Pengaruh pada Sistem Infrastruktur dan Kehidupan Sehari-Hari
Pemadaman listrik memicu berbagai kendala di sektor publik. Beberapa warga menyebutkan bahwa layanan telekomunikasi mengalami gangguan, sehingga komunikasi terhambat. Dalam situasi ini, layanan publik seperti rumah sakit dan pusat perbelanjaan juga terdampak. “Di sini, rumah sakit masih beroperasi, tapi alat bantu medis terganggu karena ketergantungan pada listrik,” jelas seorang petugas rumah sakit di Medan. Sementara itu, pasar tradisional dan tempat hiburan kota besar seperti Medan juga mengalami penurunan aktivitas.
Menurut informasi dari Liputan6.com, pemadaman terjadi akibat gangguan jaringan listrik yang melibatkan beberapa gardu induk. Kebocoran listrik di satu titik dikabarkan menjadi penyebab utama, meskipun PLN belum memberikan penjelasan resmi. Pemadaman yang terjadi hingga malam hari memaksa warga mengandalkan sumber cahaya alternatif seperti lilin atau lampu tenaga surya. Dalam keadaan darurat, beberapa warga juga menghubungi layanan darurat untuk memastikan kebutuhan dasar tetap terpenuhi.
Upaya Pemulihan dan Perkembangan Terkini
PLN sedang berupaya memperbaiki kejadian ini dengan menurunkan tim respons cepat. “Kami sedang melakukan investigasi untuk memastikan penyebab dan mengembalikan aliran listrik secepat mungkin,” kata juru bicara PLN, Surya, kepada Liputan6.com. Menurutnya, kejadian serupa telah terjadi sebelumnya, terutama saat musim hujan, yang bisa memicu permasalahan pada sistem kabel listrik. Namun, penyebab kali ini diduga lebih kompleks, terkait perawatan jaringan yang tidak sempurna.
Sejumlah wilayah seperti Medan dan Aceh Tamiang mengalami pemadaman hingga pukul 22.00 WIB. Di Medan, beberapa area seperti pasar dan pusat kota masih gelap, sementara di Aceh Tamiang, warga berharap pemadaman bisa segera dipulihkan. “Saya harap listrik kembali dalam 2-3 jam, agar bisa beraktivitas normal kembali,” ujar Amin, seorang warga Aceh Tamiang. Dalam perjalanan pemulihan, PLN menjanjikan penjelasan lebih rinci dalam beberapa jam ke depan.

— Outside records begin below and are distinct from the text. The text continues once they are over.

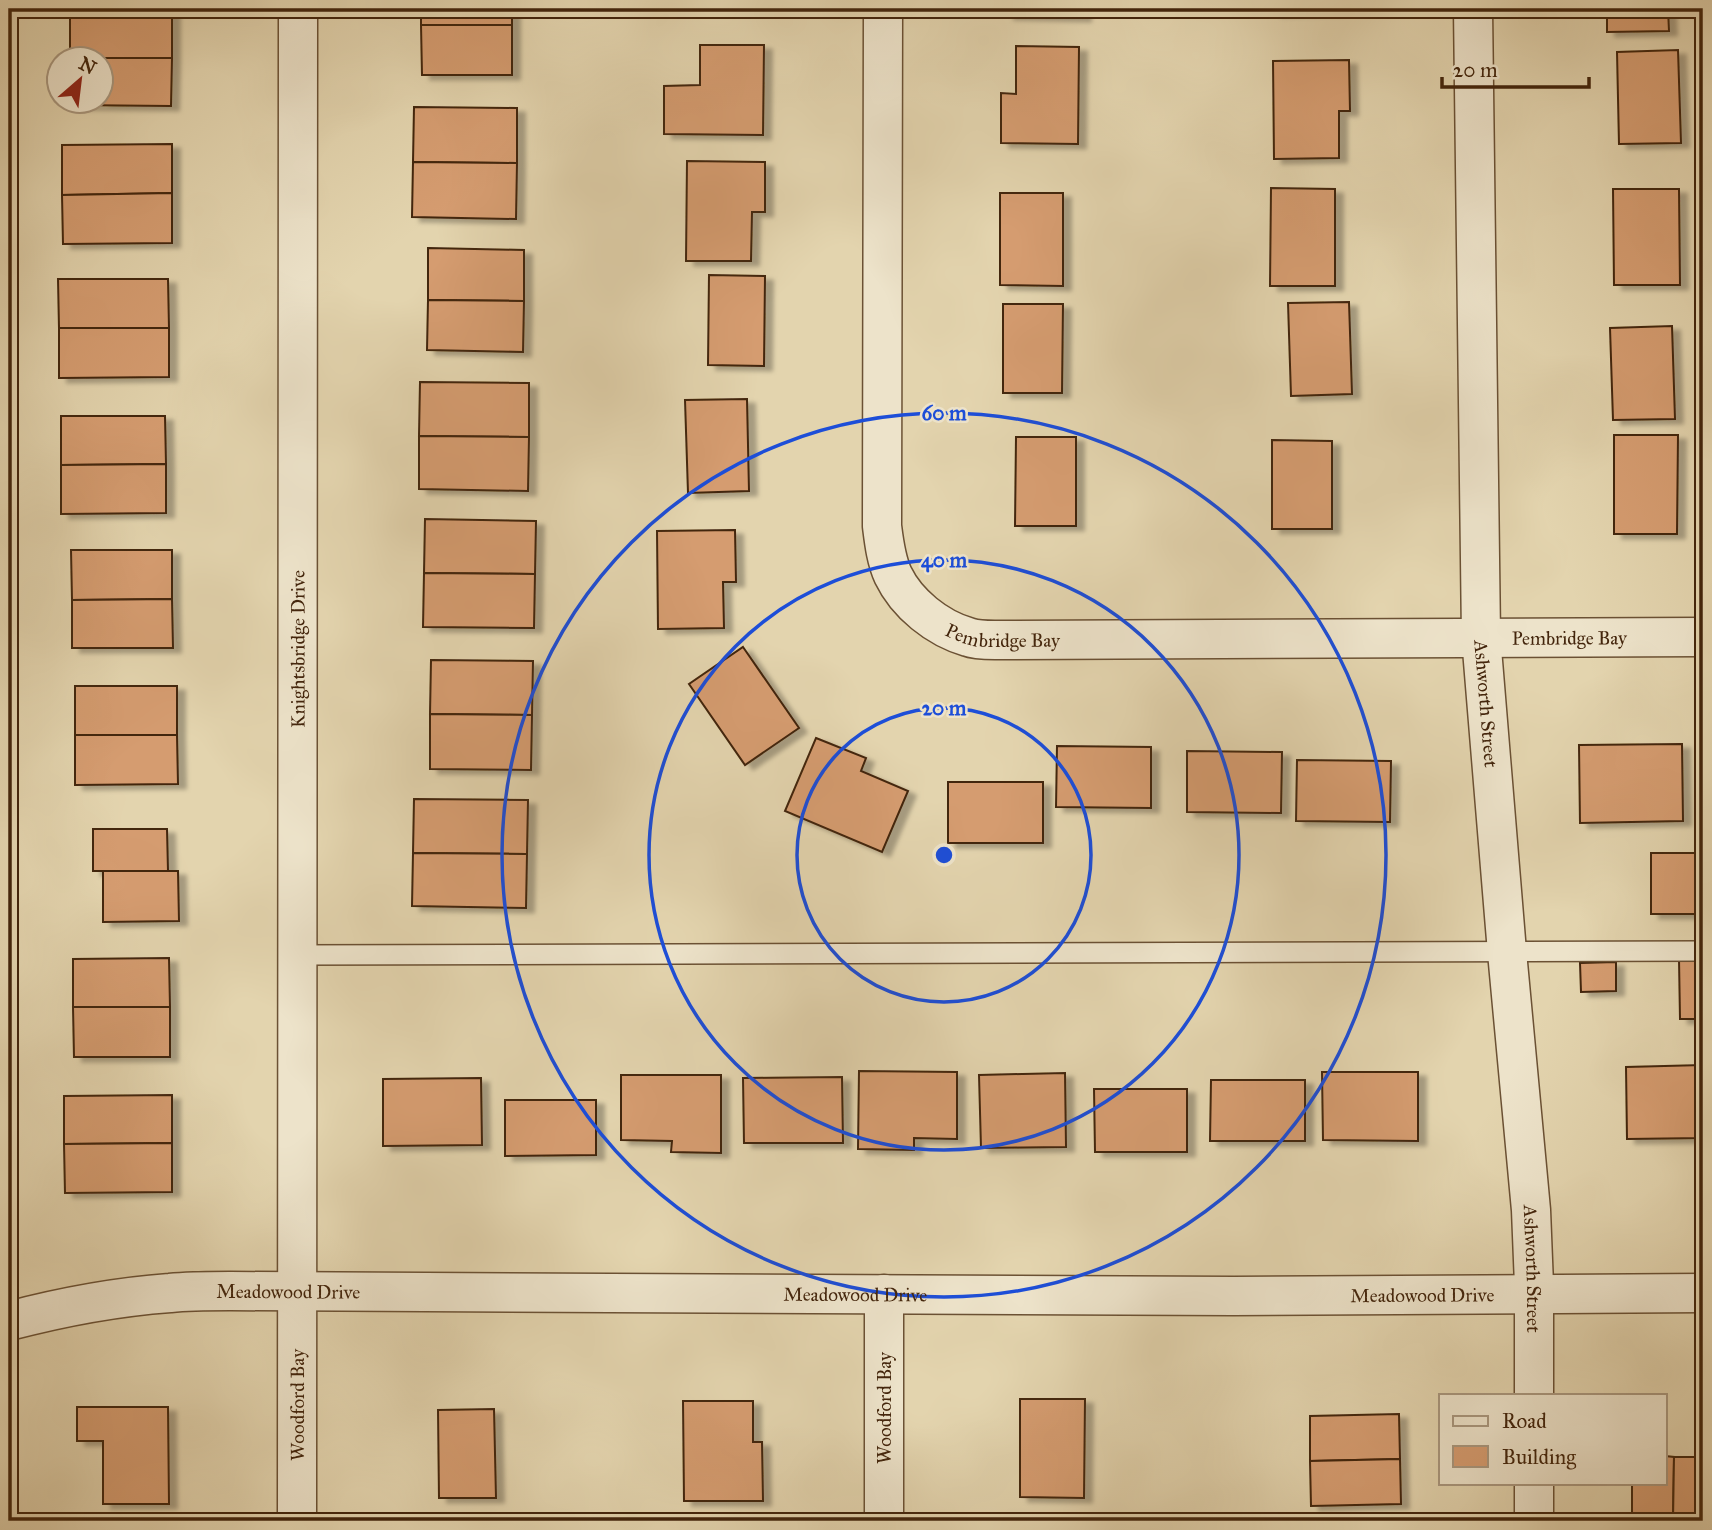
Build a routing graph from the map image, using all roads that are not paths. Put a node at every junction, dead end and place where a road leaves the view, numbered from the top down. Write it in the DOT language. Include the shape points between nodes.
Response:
graph roads {
  1 [pos="298,9"];
  2 [pos="883,9"];
  3 [pos="1473,9"];
  4 [pos="1481,637"];
  5 [pos="1703,637"];
  6 [pos="1703,951"];
  7 [pos="1507,952"];
  8 [pos="299,955"];
  9 [pos="297,1292"];
  10 [pos="1703,1293"];
  11 [pos="884,1294"];
  12 [pos="1534,1295"];
  13 [pos="9,1321"];
  14 [pos="1534,1394"];
  15 [pos="1534,1484"];
  16 [pos="297,1521"];
  17 [pos="884,1521"];
  18 [pos="1534,1521"];
  1 -- 8 [label="street, Knightsbridge Drive"];
  2 -- 4 [label="street, Pembridge Bay" via="882,526 892,574 910,600 932,621 952,631 995,640"];
  3 -- 4 [label="street, Ashworth Street"];
  4 -- 5 [label="street, Pembridge Bay"];
  4 -- 7 [label="street, Ashworth Street"];
  6 -- 7 [label="lane"];
  7 -- 8 [label="lane"];
  7 -- 12 [label="street, Ashworth Street" via="1531,1210"];
  8 -- 9 [label="street, Knightsbridge Drive"];
  9 -- 11 [label="street, Meadowood Drive"];
  9 -- 13 [label="street, Meadowood Drive" via="121,1298"];
  9 -- 16 [label="street, Woodford Bay"];
  10 -- 12 [label="street, Meadowood Drive"];
  11 -- 12 [label="street, Meadowood Drive"];
  11 -- 17 [label="street, Woodford Bay"];
  12 -- 14 [label="street, Ashworth Street"];
  15 -- 18 [label="street"];
}
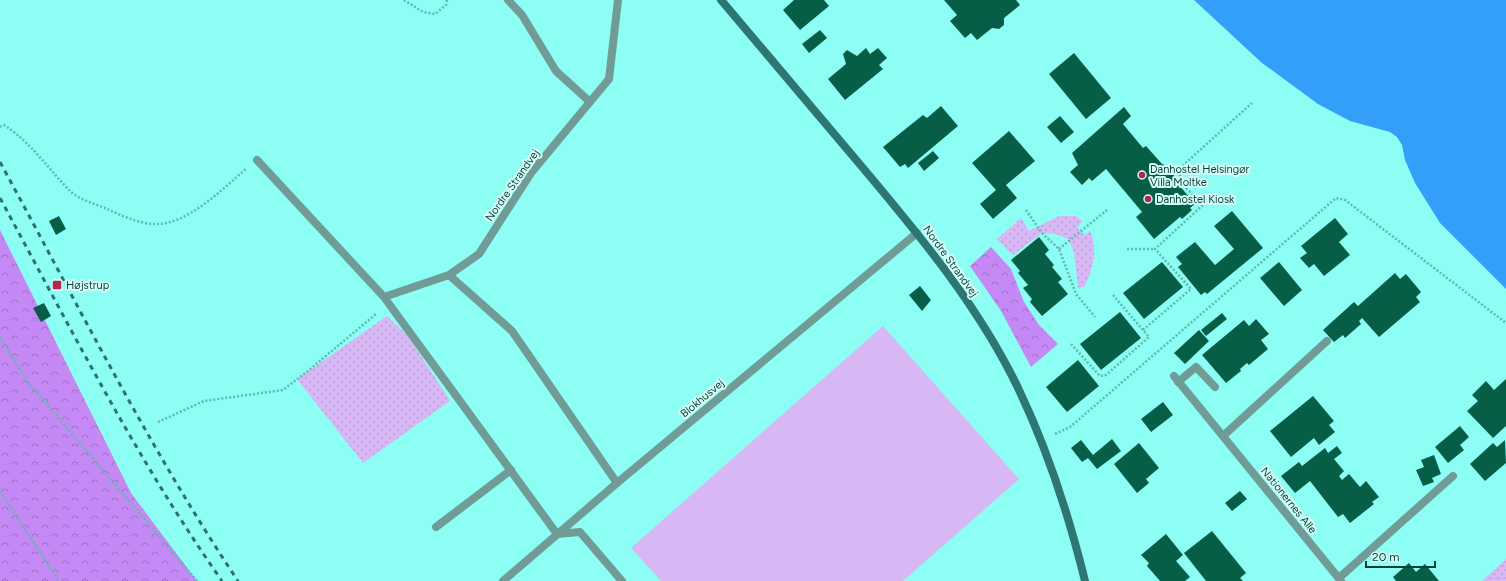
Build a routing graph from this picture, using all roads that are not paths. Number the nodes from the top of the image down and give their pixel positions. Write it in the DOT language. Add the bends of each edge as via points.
graph roads {
  1 [pos="508,0"];
  2 [pos="618,0"];
  3 [pos="721,0"];
  4 [pos="590,102"];
  5 [pos="257,160"];
  6 [pos="917,233"];
  7 [pos="449,275"];
  8 [pos="384,297"];
  9 [pos="1327,341"];
  10 [pos="1214,387"];
  11 [pos="1223,436"];
  12 [pos="511,470"];
  13 [pos="1453,476"];
  14 [pos="617,483"];
  15 [pos="436,527"];
  16 [pos="557,534"];
  17 [pos="1340,579"];
  18 [pos="503,581"];
  19 [pos="622,581"];
  20 [pos="1085,581"];
  1 -- 4 [label="street" via="522,15 556,71"];
  2 -- 4 [label="street, Nordre Strandvej" via="609,78"];
  3 -- 6 [label="main road, Nordre Strandvej"];
  4 -- 7 [label="street, Nordre Strandvej" via="531,173 479,254"];
  5 -- 8 [label="street"];
  6 -- 14 [label="street, Blokhusvej"];
  6 -- 20 [label="main road, Nordre Strandvej" via="961,293 996,347 1019,389 1042,441 1067,512"];
  7 -- 8 [label="street, Nordre Strandvej"];
  7 -- 14 [label="street" via="512,331"];
  8 -- 12 [label="street"];
  9 -- 11 [label="street"];
  10 -- 11 [label="street, Nationernes Alle" via="1196,367 1176,379"];
  11 -- 17 [label="street, Nationernes Alle"];
  12 -- 15 [label="street"];
  12 -- 16 [label="street"];
  13 -- 17 [label="street, Nationernes Alle"];
  14 -- 16 [label="street, Blokhusvej"];
  16 -- 18 [label="street, Blokhusvej"];
  16 -- 19 [label="street" via="580,532"];
}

Risiko yang Mungkin Terjadi
Pemadaman listrik selama berjam-jam memicu risiko yang tidak terduga, seperti keterlambatan pasokan makanan dan air. Di beberapa tempat, warga mengungkapkan bahwa air minum yang berasal dari sumber listrik juga terganggu, sehingga mereka terpaksa menggunakan air sumur atau ember. Selain itu, kejadian ini juga berdampak pada alat elektronik, termasuk perangkat seperti laptop, TV, dan ponsel, yang perlu diisi daya ulang saat aliran listrik kembali.

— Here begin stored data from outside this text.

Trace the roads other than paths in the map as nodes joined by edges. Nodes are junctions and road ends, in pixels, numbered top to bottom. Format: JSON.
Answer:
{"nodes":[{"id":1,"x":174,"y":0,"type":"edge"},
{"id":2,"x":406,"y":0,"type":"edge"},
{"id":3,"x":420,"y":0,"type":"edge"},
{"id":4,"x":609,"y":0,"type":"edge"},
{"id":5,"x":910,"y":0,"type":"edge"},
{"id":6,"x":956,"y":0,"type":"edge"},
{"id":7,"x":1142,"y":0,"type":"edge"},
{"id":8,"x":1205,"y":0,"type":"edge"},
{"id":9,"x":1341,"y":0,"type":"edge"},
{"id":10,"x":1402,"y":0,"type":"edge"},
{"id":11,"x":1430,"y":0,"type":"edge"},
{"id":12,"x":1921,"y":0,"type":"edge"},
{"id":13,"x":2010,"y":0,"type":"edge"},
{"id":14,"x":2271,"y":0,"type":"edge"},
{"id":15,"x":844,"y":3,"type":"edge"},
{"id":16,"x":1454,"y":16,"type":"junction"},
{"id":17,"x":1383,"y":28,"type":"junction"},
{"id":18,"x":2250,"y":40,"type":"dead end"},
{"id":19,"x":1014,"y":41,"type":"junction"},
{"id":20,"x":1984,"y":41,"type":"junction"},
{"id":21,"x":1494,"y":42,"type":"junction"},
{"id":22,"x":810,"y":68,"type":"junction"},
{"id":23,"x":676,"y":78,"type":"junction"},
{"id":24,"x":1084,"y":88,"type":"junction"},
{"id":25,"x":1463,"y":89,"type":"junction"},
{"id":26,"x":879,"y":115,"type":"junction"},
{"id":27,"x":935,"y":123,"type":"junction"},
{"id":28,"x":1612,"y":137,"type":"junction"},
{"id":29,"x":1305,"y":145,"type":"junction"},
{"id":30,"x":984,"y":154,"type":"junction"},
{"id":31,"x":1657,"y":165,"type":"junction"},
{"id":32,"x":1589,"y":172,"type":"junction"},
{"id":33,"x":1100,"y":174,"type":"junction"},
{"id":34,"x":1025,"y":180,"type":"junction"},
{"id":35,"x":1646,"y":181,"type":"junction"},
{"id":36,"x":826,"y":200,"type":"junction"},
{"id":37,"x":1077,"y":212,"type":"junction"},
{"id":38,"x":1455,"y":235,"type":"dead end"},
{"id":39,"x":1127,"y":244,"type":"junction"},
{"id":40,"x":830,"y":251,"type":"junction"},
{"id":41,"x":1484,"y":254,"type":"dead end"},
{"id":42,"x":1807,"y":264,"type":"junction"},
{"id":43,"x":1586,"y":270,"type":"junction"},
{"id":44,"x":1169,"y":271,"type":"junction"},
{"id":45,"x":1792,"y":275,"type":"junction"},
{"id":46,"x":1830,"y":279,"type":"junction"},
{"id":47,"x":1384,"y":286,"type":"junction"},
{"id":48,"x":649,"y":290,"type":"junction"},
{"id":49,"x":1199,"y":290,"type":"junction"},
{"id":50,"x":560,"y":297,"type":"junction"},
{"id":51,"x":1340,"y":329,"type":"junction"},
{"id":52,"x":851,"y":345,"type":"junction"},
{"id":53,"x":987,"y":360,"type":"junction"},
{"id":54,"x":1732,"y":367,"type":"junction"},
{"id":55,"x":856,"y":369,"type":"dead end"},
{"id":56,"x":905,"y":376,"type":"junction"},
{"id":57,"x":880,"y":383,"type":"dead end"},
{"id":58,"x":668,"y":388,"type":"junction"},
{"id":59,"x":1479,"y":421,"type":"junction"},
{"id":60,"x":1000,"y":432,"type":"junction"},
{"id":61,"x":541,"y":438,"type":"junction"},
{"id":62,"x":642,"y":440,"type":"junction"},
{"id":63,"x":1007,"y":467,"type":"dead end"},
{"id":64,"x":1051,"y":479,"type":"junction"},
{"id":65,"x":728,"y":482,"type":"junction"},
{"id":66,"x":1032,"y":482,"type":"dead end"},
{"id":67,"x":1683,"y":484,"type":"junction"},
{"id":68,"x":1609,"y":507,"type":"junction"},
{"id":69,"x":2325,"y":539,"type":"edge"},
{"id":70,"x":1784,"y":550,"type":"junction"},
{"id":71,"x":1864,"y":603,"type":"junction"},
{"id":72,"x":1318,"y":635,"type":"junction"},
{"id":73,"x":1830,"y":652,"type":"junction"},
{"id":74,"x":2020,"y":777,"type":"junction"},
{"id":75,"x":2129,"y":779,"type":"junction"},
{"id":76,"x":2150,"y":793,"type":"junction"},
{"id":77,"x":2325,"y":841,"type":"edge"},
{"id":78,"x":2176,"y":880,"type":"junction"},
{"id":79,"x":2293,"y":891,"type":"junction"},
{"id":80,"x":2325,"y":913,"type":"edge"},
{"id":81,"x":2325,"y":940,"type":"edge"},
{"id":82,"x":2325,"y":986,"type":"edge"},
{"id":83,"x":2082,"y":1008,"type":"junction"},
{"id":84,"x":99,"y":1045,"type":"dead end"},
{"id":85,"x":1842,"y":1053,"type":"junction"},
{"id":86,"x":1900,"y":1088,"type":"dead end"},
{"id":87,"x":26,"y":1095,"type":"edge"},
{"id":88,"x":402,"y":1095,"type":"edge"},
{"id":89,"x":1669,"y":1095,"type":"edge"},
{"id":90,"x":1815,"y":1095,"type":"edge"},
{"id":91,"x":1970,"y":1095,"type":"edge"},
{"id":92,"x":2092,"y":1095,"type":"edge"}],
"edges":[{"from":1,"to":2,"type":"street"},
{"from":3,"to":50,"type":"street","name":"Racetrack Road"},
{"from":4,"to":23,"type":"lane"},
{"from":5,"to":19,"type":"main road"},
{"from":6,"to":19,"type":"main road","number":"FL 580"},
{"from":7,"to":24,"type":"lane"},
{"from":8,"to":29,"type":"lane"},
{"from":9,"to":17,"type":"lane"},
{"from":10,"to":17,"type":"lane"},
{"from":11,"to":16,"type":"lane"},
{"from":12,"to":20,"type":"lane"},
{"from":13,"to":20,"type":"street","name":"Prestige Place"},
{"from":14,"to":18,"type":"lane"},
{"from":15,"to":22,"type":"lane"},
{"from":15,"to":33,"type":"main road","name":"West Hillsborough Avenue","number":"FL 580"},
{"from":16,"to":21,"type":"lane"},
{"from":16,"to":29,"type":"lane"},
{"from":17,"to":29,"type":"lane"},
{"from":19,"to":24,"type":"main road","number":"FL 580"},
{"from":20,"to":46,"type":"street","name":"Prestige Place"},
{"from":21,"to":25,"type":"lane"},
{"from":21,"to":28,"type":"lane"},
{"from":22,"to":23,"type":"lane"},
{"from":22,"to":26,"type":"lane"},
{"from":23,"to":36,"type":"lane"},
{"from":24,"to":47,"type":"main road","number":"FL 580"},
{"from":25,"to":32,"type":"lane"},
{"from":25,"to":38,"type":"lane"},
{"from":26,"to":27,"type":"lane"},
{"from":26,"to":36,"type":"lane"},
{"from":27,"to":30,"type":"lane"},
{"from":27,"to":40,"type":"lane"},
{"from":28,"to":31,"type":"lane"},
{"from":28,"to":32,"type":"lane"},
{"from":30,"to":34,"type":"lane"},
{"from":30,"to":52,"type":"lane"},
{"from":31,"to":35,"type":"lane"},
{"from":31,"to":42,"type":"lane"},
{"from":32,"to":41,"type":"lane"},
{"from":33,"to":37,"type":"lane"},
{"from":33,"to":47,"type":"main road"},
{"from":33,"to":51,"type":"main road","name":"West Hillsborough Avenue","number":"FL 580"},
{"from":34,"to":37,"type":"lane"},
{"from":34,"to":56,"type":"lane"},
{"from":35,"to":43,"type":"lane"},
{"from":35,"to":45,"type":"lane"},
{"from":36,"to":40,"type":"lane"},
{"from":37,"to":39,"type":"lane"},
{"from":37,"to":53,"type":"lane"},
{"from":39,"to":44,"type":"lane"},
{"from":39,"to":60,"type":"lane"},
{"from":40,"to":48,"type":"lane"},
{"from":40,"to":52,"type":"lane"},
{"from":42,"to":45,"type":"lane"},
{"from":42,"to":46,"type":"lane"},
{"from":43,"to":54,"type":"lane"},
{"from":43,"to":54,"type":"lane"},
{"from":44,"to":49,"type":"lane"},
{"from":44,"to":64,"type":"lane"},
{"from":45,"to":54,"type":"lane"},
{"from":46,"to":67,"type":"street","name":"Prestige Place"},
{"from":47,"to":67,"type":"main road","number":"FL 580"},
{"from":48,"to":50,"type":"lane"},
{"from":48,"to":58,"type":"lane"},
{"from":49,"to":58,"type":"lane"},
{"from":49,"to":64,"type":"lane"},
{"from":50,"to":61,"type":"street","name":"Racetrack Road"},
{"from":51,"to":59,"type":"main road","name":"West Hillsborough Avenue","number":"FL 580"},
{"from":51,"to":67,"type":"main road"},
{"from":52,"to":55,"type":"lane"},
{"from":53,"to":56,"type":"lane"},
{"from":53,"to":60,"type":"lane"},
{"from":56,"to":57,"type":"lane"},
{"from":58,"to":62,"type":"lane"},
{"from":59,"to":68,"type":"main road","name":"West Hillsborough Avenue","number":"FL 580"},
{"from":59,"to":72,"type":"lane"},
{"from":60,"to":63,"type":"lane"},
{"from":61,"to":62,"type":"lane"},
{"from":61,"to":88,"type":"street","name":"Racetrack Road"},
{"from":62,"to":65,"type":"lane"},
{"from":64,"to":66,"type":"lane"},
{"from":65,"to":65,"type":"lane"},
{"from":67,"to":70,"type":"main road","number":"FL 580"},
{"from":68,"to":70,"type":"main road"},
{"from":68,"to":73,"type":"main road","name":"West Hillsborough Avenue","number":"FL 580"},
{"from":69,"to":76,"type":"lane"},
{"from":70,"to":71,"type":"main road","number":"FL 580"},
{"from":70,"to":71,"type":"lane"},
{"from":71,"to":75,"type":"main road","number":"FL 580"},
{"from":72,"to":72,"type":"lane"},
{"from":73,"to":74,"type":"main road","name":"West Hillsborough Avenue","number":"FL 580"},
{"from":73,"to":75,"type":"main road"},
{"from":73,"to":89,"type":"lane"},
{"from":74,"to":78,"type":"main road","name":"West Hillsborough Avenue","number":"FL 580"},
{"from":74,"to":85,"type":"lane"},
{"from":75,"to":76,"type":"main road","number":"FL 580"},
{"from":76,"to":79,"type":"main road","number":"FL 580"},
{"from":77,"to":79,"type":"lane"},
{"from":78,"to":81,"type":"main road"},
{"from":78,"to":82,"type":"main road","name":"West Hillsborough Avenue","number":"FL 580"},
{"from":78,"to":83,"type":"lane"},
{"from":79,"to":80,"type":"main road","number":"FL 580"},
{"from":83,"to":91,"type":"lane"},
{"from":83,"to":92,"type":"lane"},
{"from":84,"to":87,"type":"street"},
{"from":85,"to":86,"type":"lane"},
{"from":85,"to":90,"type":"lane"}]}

Kejadian ini memperlihatkan pentingnya keandalan pasokan listrik untuk kehidupan masyarakat modern. Sejumlah warga mengungkapkan kekecewaan terhadap layanan PLN, terutama karena komunikasi yang kurang cepat. “Mungkin karena mungkin ada masalah teknis, tapi kita butuh informasi yang lebih jelas agar bisa mengambil langkah preventif,” tambah Winda. Dengan demikian, pemadaman listrik ini tidak hanya mengganggu kegiatan sehari-hari, tetapi juga menjadi pengingat untuk meningkatkan kesiapan menghadapi keadaan darurat.